Through a spokesman, Mr. McDonnell told The Post that Mr. Williams and his wife are “family friends” — a squishily defined category that also exempts gifts from state disclosure laws. Distinguishing friends from benefactors is virtually impossible in politics. If a politician can sweep gifts under the rug merely by calling donors “friends,” it confirms the law’s feebleness.

Ms. Helderman and Ms. Vozzella also reported that state Attorney General Ken Cuccinelli II (R) failed for almost a year to disclose his stock holdings in Mr. Williams’s company even as Mr. Cuccinelli’s office was involved in litigation with it. Mr. Cuccinelli also received thousands of dollars worth of gifts and services from Mr. Williams, including use of Mr. Williams’s home in the Richmond suburbs for lodging; the use of a lake house and boat; transportation to Kentucky; and a box of dietary supplements valued at $6,700 — a miracle drug, perhaps.
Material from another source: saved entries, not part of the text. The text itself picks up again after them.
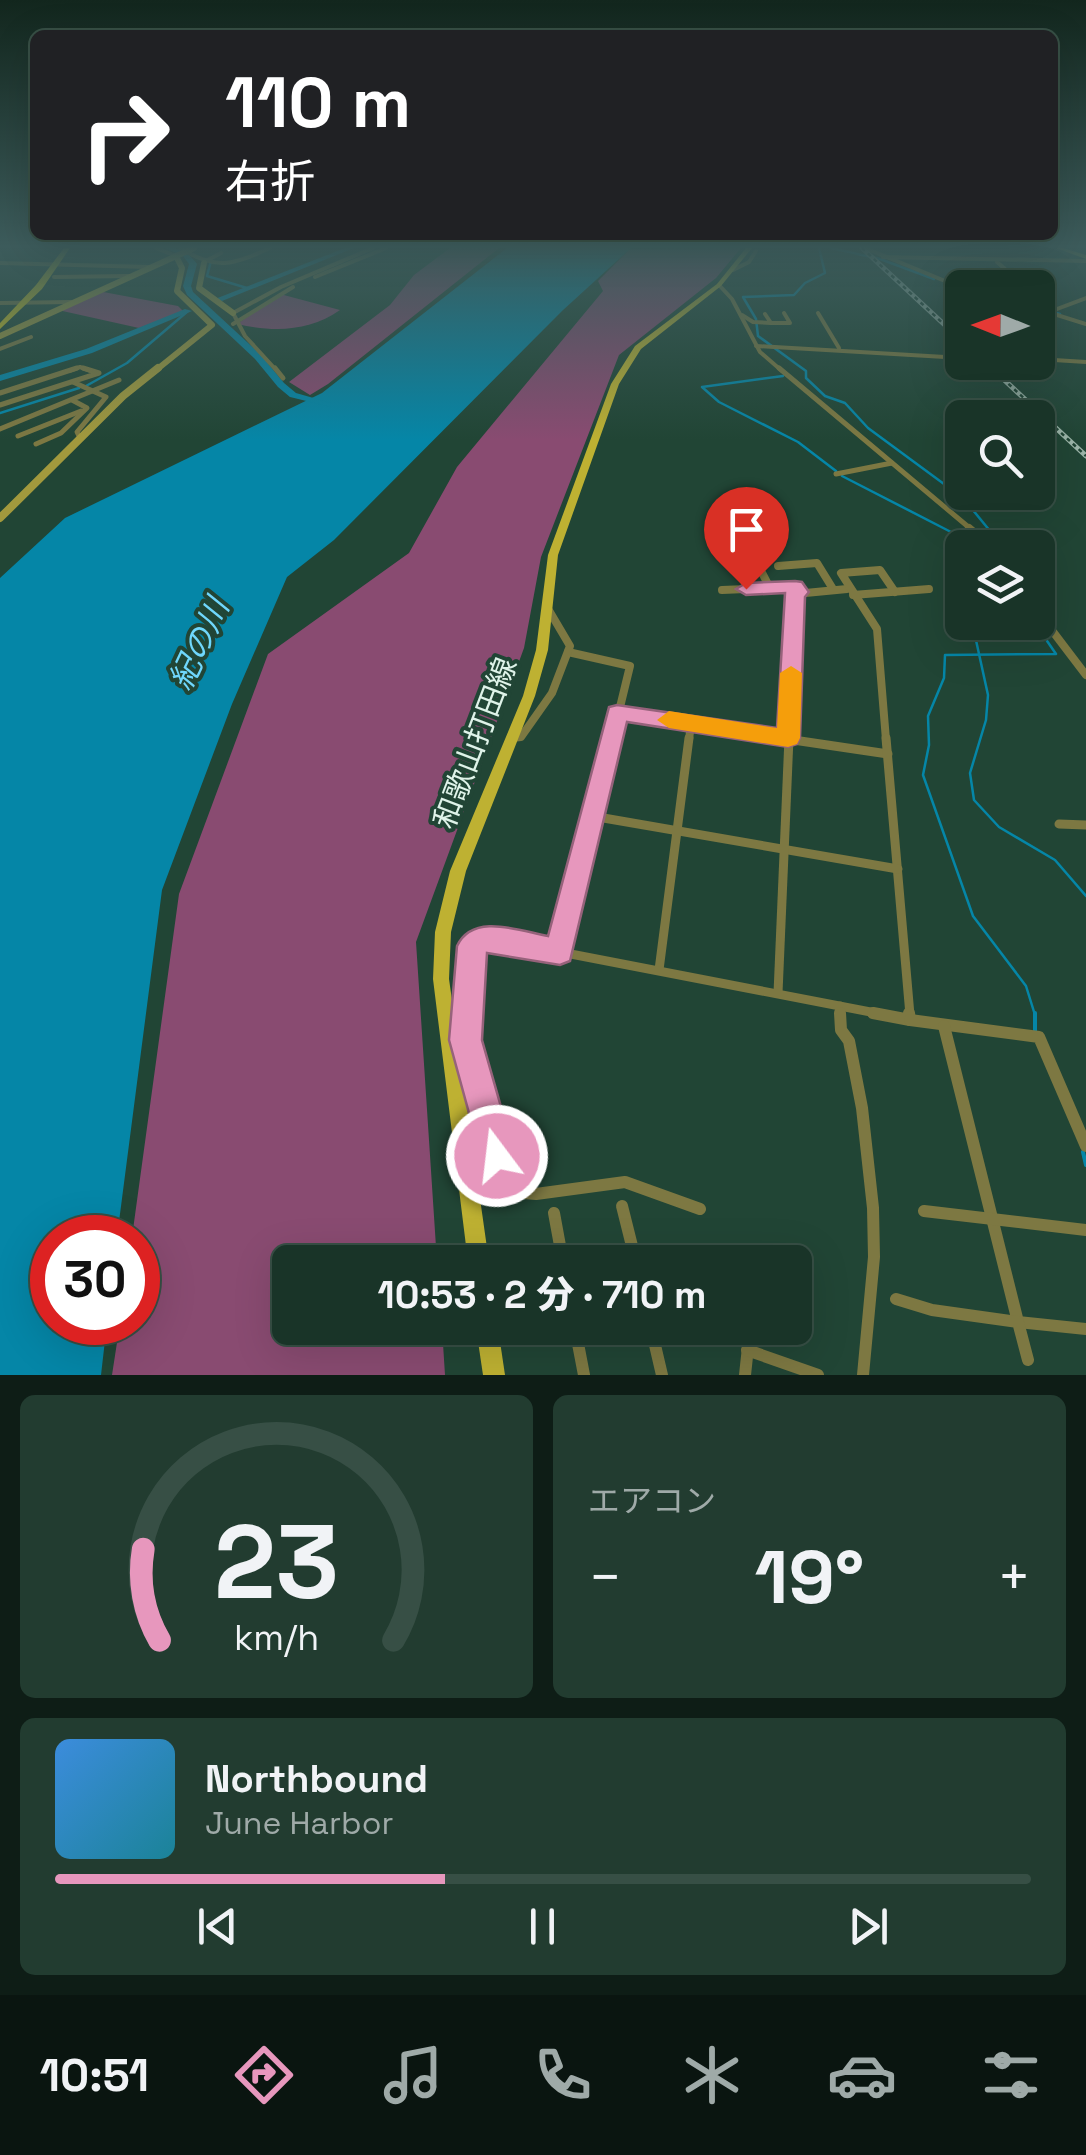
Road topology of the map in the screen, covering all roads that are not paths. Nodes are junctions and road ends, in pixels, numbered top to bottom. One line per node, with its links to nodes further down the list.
1 (53, 312): 20 (main road)
2 (198, 312): 37 (main road)
3 (251, 312): 13 (street)
4 (683, 312): 52 (main road, 和歌山打田線)
5 (740, 312): 11 (street)
6 (232, 313): 13 (street)
7 (818, 313): 22 (street)
8 (765, 314): 14 (street)
9 (784, 314): 12 (street)
10 (1055, 314): 15 (street)
11 (742, 315): 14 (street); 21 (street)
12 (790, 323): 14 (street); 16 (street)
13 (233, 324): 17 (street)
14 (770, 324)
15 (1086, 324)
16 (795, 330)
17 (242, 332): 18 (street); 27 (street)
18 (253, 335)
19 (31, 337): 20 (street)
20 (0, 342)
21 (758, 346): 22 (street); 39 (street)
22 (839, 348): 23 (street)
23 (945, 357)
24 (1055, 360): 25 (street)
25 (1086, 362)
26 (61, 374): 29 (street); 29 (street); 31 (street)
27 (283, 378)
28 (119, 380): 30 (street)
29 (78, 386): 30 (street); 33 (street)
30 (93, 392): 32 (street); 37 (street)
31 (0, 393)
32 (72, 400): 34 (street); 35 (street)
33 (0, 405)
34 (85, 410): 36 (street); 38 (street)
35 (0, 428)
36 (18, 436)
37 (80, 438): 41 (main road)
38 (36, 444)
39 (892, 463): 40 (street); 42 (street)
40 (836, 474)
41 (0, 518)
42 (972, 530)
43 (735, 550): 45 (street)
44 (778, 566): 46 (street)
45 (770, 588): 48 (street); 49 (street)
46 (833, 589): 49 (street); 50 (street)
47 (929, 589): 51 (street)
48 (722, 590)
49 (798, 592): 59 (street)
50 (850, 592): 51 (street); 51 (street); 60 (street)
51 (894, 592)
52 (547, 607): 54 (street); 58 (main road, 和歌山打田線)
53 (1055, 634): 55 (street)
54 (568, 652): 56 (street); 58 (street)
55 (1086, 675)
56 (617, 713): 57 (street); 61 (street)
57 (691, 722): 59 (street); 64 (street)
58 (512, 738): 74 (main road, 和歌山打田線)
59 (788, 738): 60 (street); 65 (street)
60 (888, 754): 66 (street)
61 (592, 816): 64 (street); 67 (street)
62 (1059, 824): 63 (street)
63 (1086, 825)
64 (677, 830): 65 (street); 68 (street)
65 (784, 849): 66 (street); 69 (street)
66 (898, 868): 71 (street)
67 (560, 952): 68 (street); 73 (street)
68 (659, 970): 69 (street)
69 (778, 993): 70 (street)
70 (840, 1006): 71 (street); 99 (street)
71 (910, 1020): 72 (street)
72 (944, 1026): 75 (street); 80 (street)
73 (466, 1040): 74 (street); 77 (street)
74 (448, 1044): 82 (main road, 和歌山打田線)
75 (1086, 1146)
76 (622, 1206): 84 (street)
77 (700, 1210)
78 (924, 1210): 80 (street)
79 (554, 1213): 83 (street)
80 (992, 1219): 81 (street); 86 (street)
81 (1086, 1230)
82 (476, 1245)
83 (560, 1245)
84 (632, 1245)
85 (896, 1298): 86 (street)
86 (1018, 1322): 87 (street); 93 (street)
87 (1086, 1329)
88 (490, 1345): 94 (main road)
89 (578, 1345): 95 (street)
90 (655, 1345): 96 (street)
91 (748, 1345): 92 (street)
92 (748, 1350): 97 (street); 98 (street)
93 (1028, 1360)
94 (494, 1375)
95 (584, 1375)
96 (662, 1375)
97 (745, 1375)
98 (818, 1375)
99 (864, 1375)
Given Mr. Williams’s sustained courtship, common sense and prudence suggest that Mr. Cuccinelli should have recused his office from defending Star Scientific’s lawsuit against the state. But, as is often the case with Mr. Cuccinelli, no such common sense and prudence prevailed.

Adding to the odor surrounding all this is the fact that Star Scientific, by its own account, is under investigation by federal prosecutors in Virginia for possible securities irregularities. It’s hard to suppress the thought that Virginians will be hearing more about this story in the future.